L’article 279-1 de la pernicieuse loi que vous avez fait voter la semaine dernière qualifie d’acte de terrorisme tout acte commis intentionnellement en relation avec une entreprise individuelle ou collective ayant pour but d’intimider une population, de troubler gravement l’ordre public ou le fonctionnement normal des institutions nationales et internationales, de contraindre un gouvernement ou une organisation internationale à accomplir ou s’abstenir d’accomplir un acte quelconque par la terreur.
Cet article, dans toutes ses dimensions, vise le commun des humains, c’est-à-dire celui qu’on appelle « Le justiciable ». Vous me direz que c’est normal, car quiconque enfreint les règles, s’expose aux sanctions aussi dures soient-elles.
Une autre lecture de ma part m’oblige à élargir les cibles de cette loi. Les actes des Présidents ou Dirigeants d’Etat, sont-ils pris en compte par cette disposition de la loi ?
En effet Monsieur le Président ! J’imagine déjà une levée de boucliers face à mon interpellation que certains jugeront cocasse, mais dans le fond elle tient. Les citoyens sont capables d’actes terroristes tout comme ceux qui les dirigent. Un Président de la République peut intentionnellement, en relation avec un ou plusieurs groupes, intimider son peuple, troubler gravement sa quiétude, troubler le fonctionnement des institutions par de vils procédés politiques, contraindre un gouvernement, le législatif ou pire le judiciaire, ou une organisation à accomplir ou s’abstenir d’accomplir un acte.
J’emploierai ici quelques exemples pour étayer mon argumentaire et faire comprendre qu’être à l’initiative de la loi n’exclut pas forcément d’être en marge de cette même loi.
- Quand un Président, dans son mandat, emploie la violence d’état pour des arrestations arbitraires au motif de l’article 80, mène des « liquidations » d’adversaires politiques, exerce de multiples tentatives de musèlement de l’opinion populaire, procéde à la mise hors circuit de candidats à une élection par le système de parrainage, il est dans une entreprise individuelle et collective, parce qu’aidé en cela par son administration, d’intimidation des populations qu’il dirige.

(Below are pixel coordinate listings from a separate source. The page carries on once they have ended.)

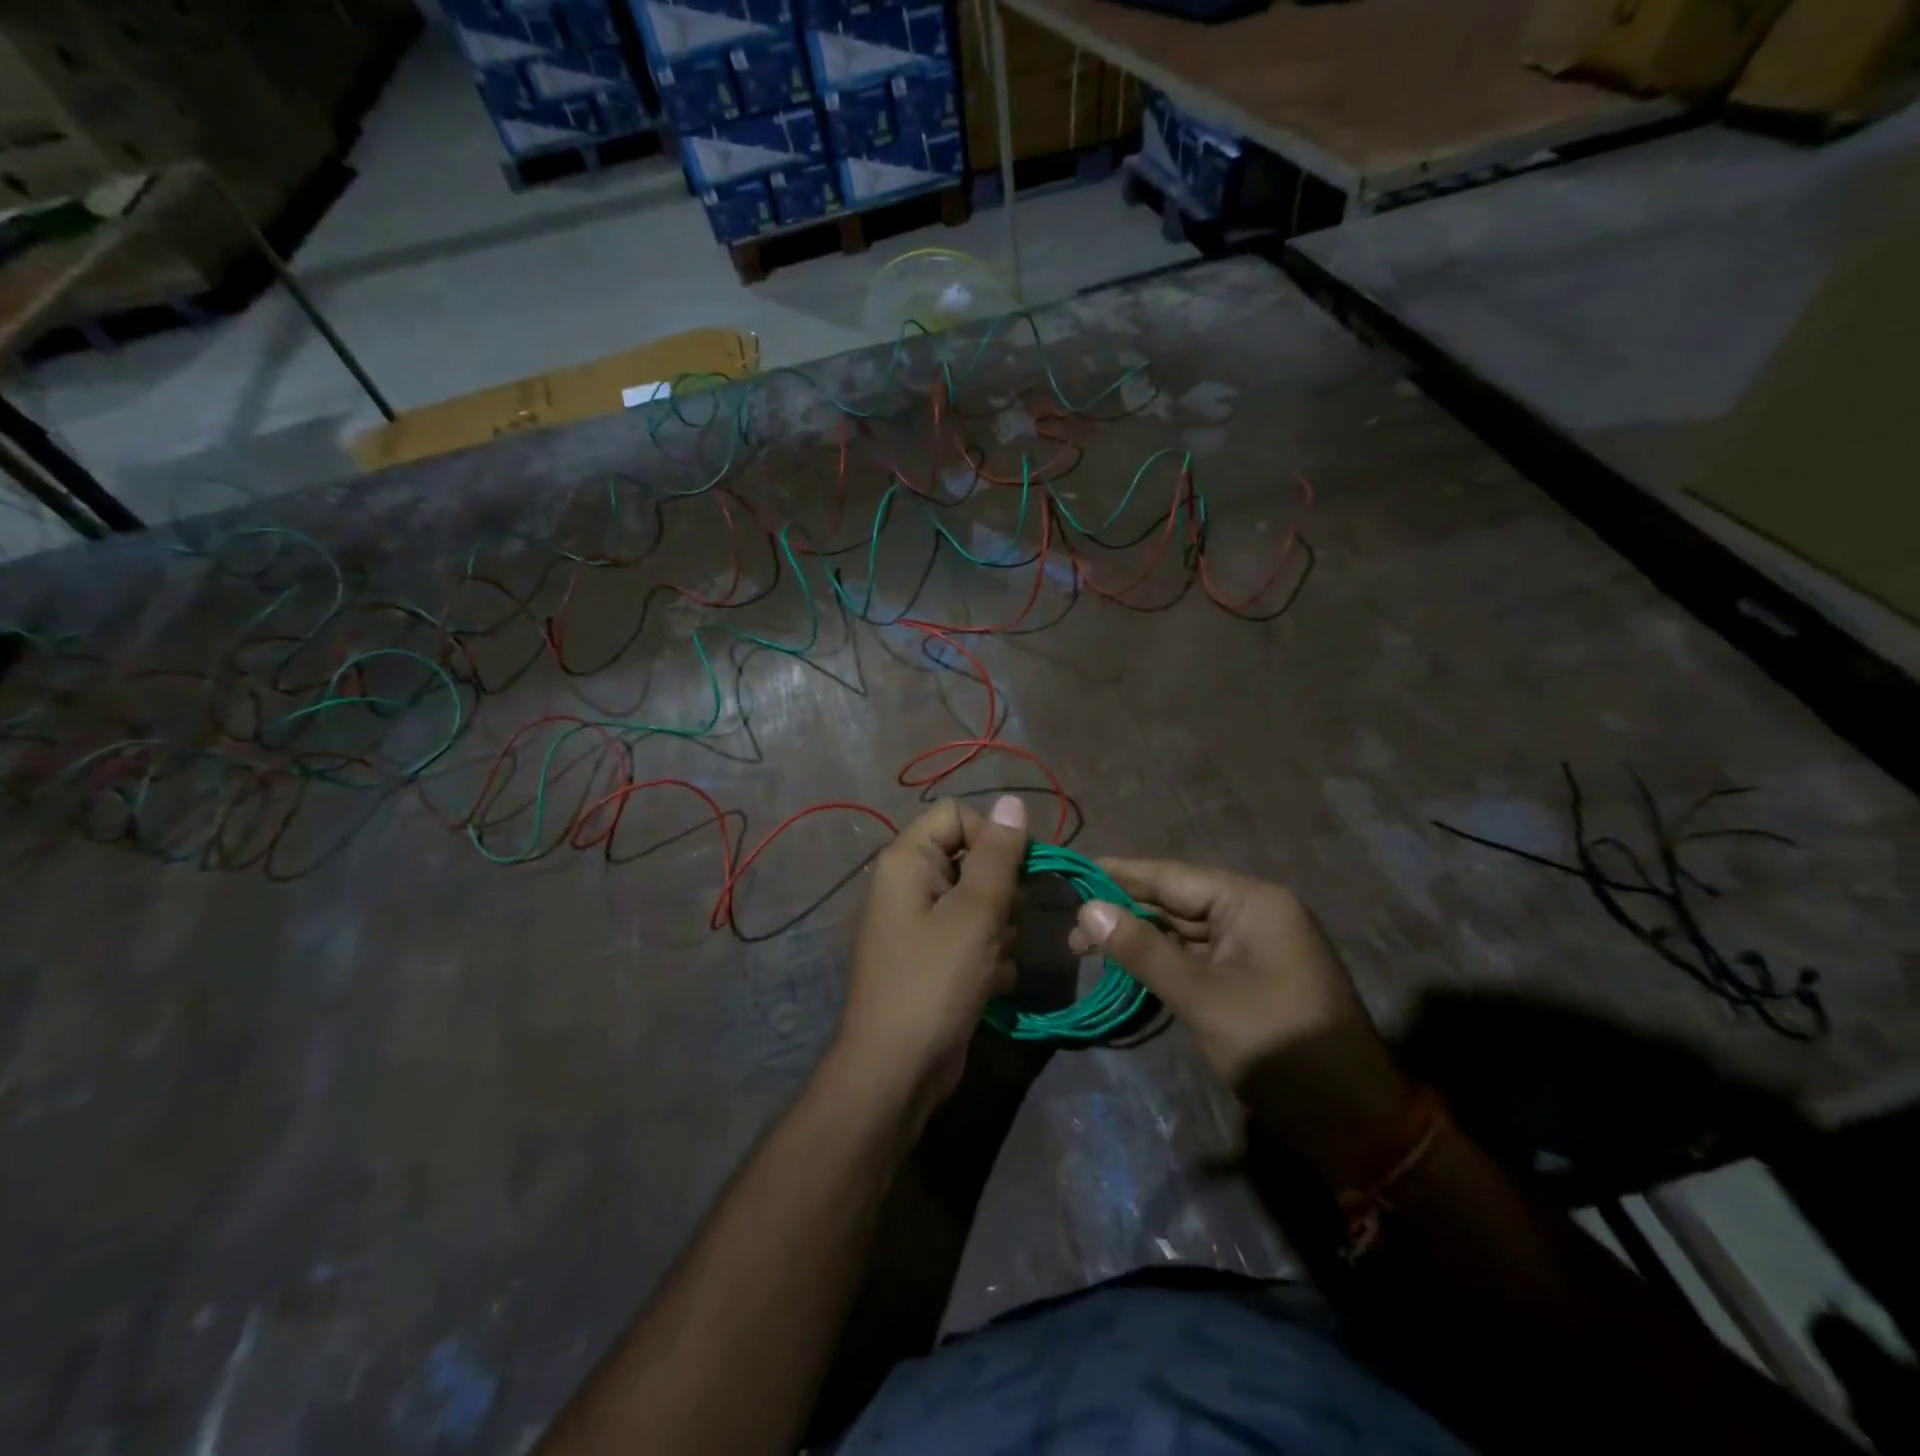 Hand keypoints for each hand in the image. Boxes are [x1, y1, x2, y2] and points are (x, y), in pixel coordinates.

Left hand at [833, 796, 1027, 1118]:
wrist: (896, 1070)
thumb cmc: (935, 981)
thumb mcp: (975, 913)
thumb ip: (998, 855)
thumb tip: (1013, 801)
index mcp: (907, 861)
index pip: (957, 816)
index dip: (992, 836)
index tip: (1017, 872)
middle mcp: (908, 885)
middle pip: (971, 859)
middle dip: (999, 892)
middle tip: (1004, 924)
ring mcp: (918, 925)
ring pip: (977, 903)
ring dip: (998, 930)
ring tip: (994, 960)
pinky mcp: (932, 960)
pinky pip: (971, 939)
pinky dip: (987, 957)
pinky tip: (991, 984)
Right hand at [1072, 859, 1414, 1184]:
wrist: (1353, 1122)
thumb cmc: (1277, 1045)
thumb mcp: (1202, 996)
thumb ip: (1143, 949)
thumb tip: (1088, 909)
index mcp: (1252, 902)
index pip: (1172, 877)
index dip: (1119, 875)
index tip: (1072, 875)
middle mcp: (1253, 913)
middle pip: (1176, 901)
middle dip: (1124, 912)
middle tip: (1070, 930)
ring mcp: (1253, 948)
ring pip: (1184, 930)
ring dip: (1140, 938)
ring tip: (1086, 948)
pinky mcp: (1250, 978)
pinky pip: (1197, 956)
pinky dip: (1163, 961)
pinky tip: (1127, 966) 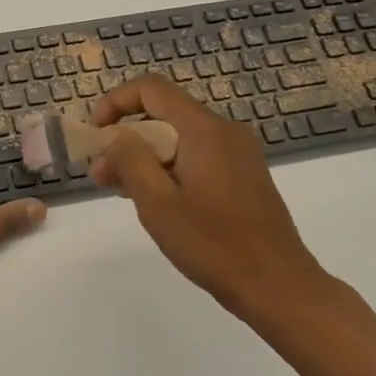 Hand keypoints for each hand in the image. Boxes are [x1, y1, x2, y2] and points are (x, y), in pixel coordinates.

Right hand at [89, 76, 328, 319]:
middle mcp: (224, 131)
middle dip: (126, 138)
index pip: (151, 89)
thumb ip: (130, 160)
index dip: (116, 102)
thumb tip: (115, 135)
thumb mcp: (158, 203)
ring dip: (145, 156)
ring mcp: (238, 153)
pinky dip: (169, 167)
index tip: (96, 134)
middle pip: (164, 114)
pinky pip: (196, 155)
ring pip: (179, 137)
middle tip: (101, 174)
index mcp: (204, 129)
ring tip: (120, 190)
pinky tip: (155, 199)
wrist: (279, 287)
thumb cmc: (213, 244)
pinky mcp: (244, 174) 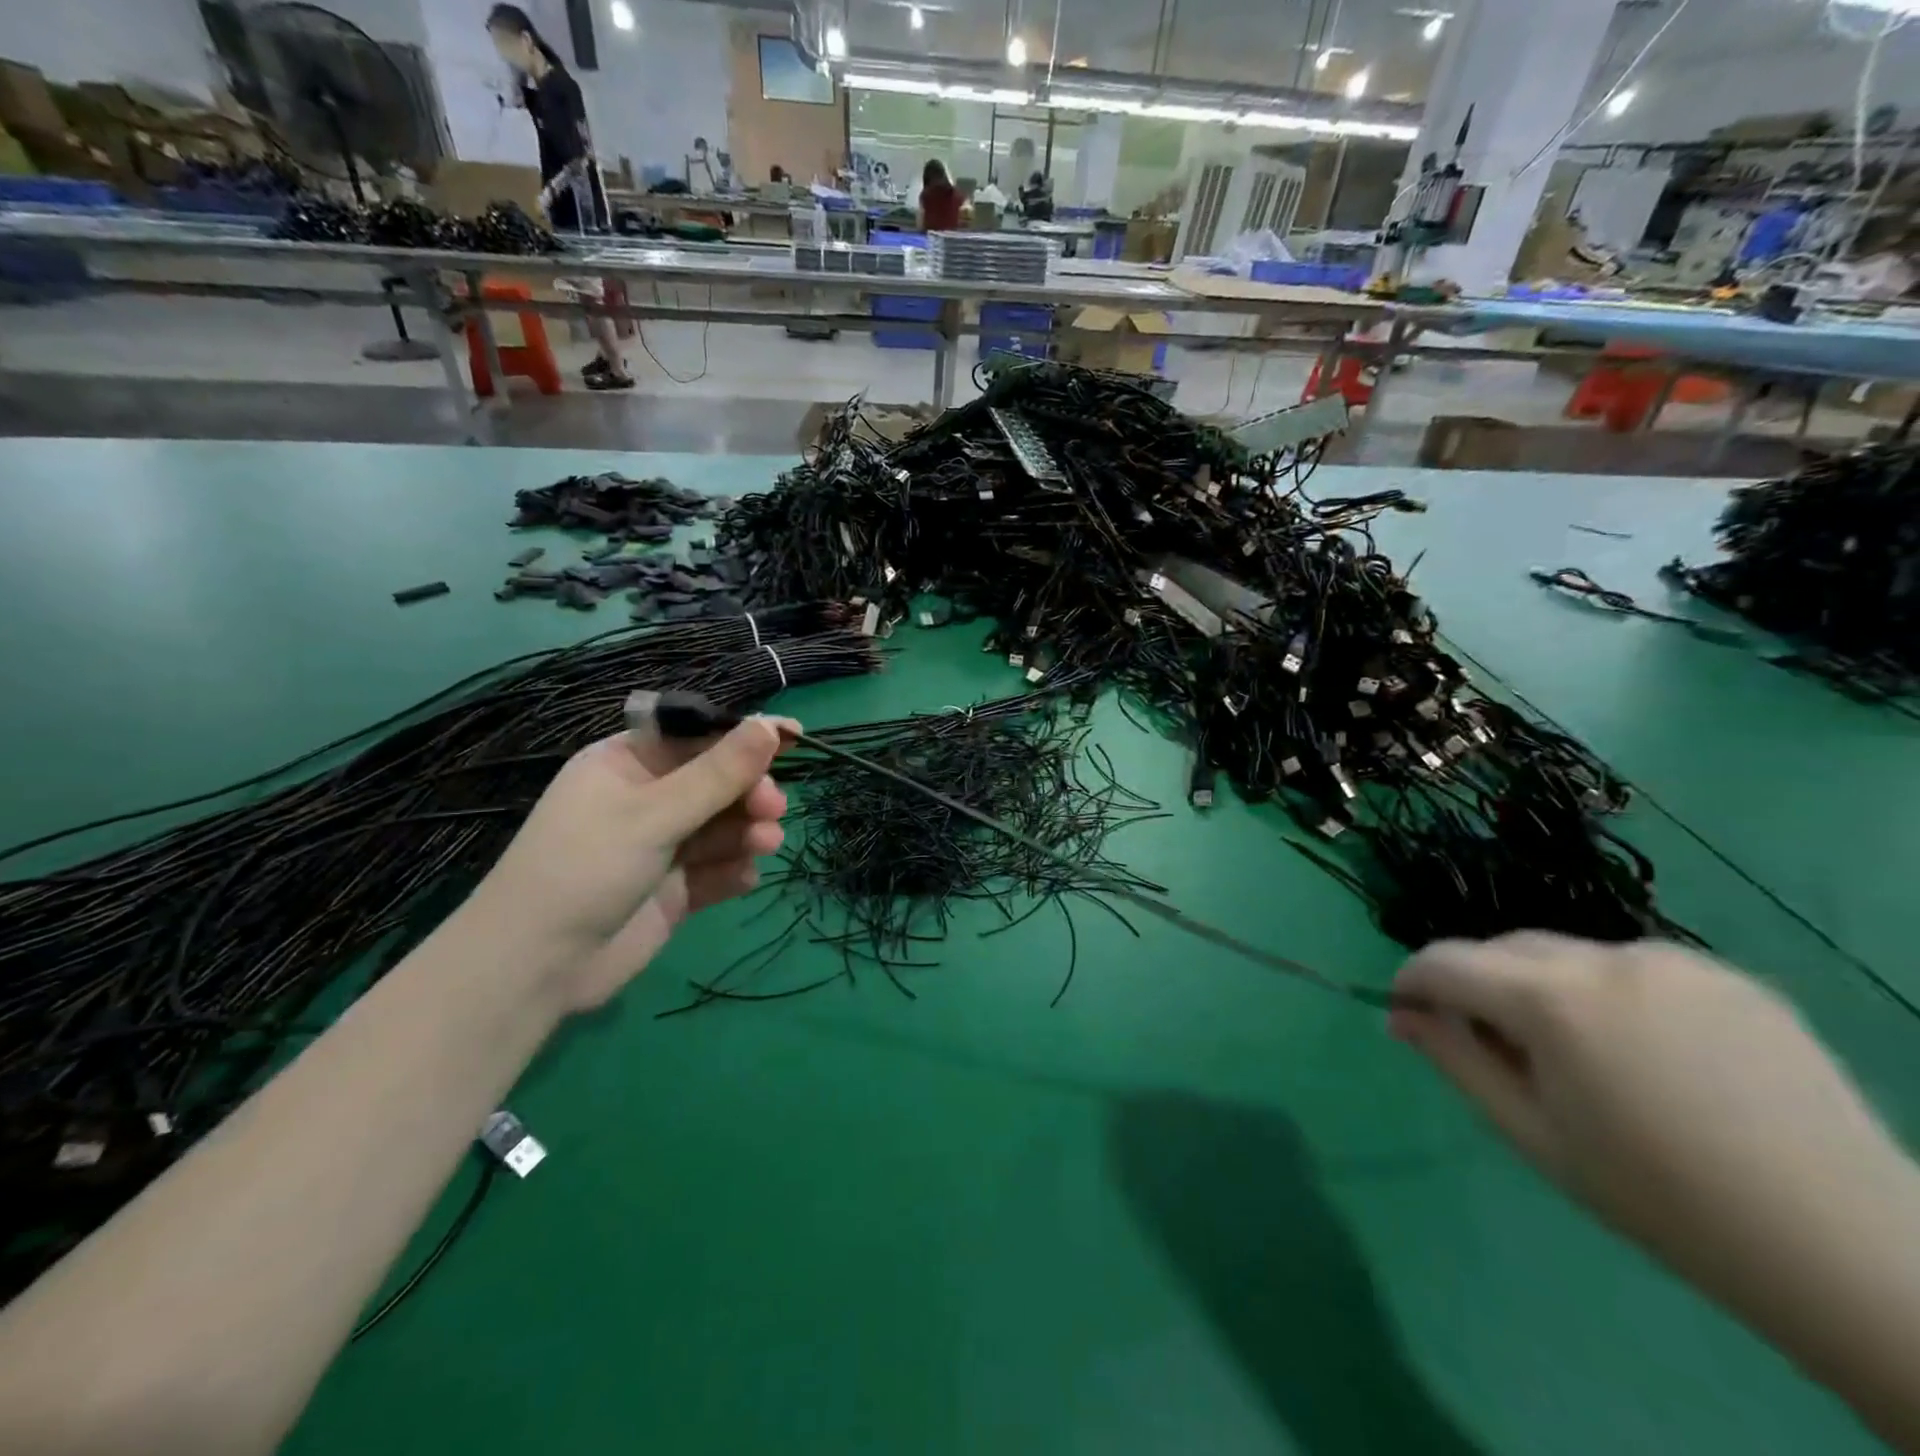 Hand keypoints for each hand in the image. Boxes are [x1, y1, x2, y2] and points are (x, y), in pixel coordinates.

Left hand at [472, 715, 794, 1009]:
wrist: (536, 967)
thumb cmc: (586, 868)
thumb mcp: (654, 814)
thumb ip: (717, 774)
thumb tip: (769, 726)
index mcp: (628, 764)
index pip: (697, 736)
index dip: (745, 736)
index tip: (795, 737)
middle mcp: (647, 799)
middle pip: (717, 781)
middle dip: (749, 791)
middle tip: (772, 808)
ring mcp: (661, 845)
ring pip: (722, 825)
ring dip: (748, 831)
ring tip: (764, 843)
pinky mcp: (673, 888)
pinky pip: (716, 868)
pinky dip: (733, 869)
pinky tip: (743, 878)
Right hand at [1392, 933, 1904, 1281]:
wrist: (1848, 1247)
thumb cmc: (1659, 1199)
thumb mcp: (1530, 1133)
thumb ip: (1453, 1058)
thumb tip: (1402, 1015)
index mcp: (1549, 998)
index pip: (1444, 960)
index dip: (1411, 981)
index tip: (1404, 1011)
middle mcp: (1603, 957)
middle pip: (1502, 947)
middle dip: (1476, 983)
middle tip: (1490, 1044)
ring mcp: (1671, 959)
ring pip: (1565, 953)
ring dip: (1541, 986)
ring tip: (1575, 1052)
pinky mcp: (1727, 973)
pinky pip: (1631, 967)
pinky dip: (1607, 993)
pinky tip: (1646, 1051)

- Quand un Président, dans son mandat, réprime sans retenue ou interdit toute manifestation publique visant à se complaindre de sa gouvernance, loue les services d’une milice politique pour se déchainer sur les manifestants, il est dans une entreprise individuelle et collective, parce qu’aidé en cela par son administration, de troubler gravement l’ordre (quiétude) public.
- Quand un Président, durant son mandat, démet la Présidente de l’OFNAC de ses fonctions sous prétexte qu’elle a publié les résultats du rapport faisant état de la corruption au sein de son administration, il est est dans une entreprise individuelle de troubler le fonctionnement normal d’une institution nationale.
- Quand un Président, durant son mandat, refuse d’appliquer des décisions d’institutions supranationales, parce que prononcées en sa défaveur, préférant se réfugier derrière la surprenante souveraineté judiciaire, il est dans une entreprise individuelle et collective, parce qu’aidé en cela par son administration, de contraindre une organisation à ne pas accomplir dans sa complétude l’acte qui sied.
Je connais quelque part en Afrique de l’Ouest un pays où le Président ne se refuse aucune de ces pratiques énumérées ci-dessus pour, dit-il, conduire ses concitoyens vers l’émergence.
Ma conscience, après le vote de ce projet de loi n°10/2021 modifiant la loi 65-60 du 21 juillet 1965, m’oblige à dire que des Présidents chercheront par le biais des textes à punir à la réclusion criminelle des terroristes en refusant de croire qu’ils devaient être les premiers à subir les foudres de cette loi car aux yeux de leur Peuple, ils apparaissent comme terroristes.
Les explications infirmes que votre garde des sceaux a pitoyablement tenté d’apporter quant aux motivations de cette loi imposent la question suivante : Monsieur le Président, selon votre texte de loi votée par votre Assemblée Partisane, le jeune Cheikh Wade, tué par une balle des forces de sécurité lors des récentes manifestations pour la démocratie, serait donc un terroriste ?
J’espère que votre quête démesurée de repression de l’opinion populaire n’endiguera pas votre devoir d’instruire la justice pour que la lumière soit faite sur les 14 victimes des évènements de février-mars 2021. Lesquels événements ont fini de montrer qu’un régime peut passer de terrorisé à terroriste.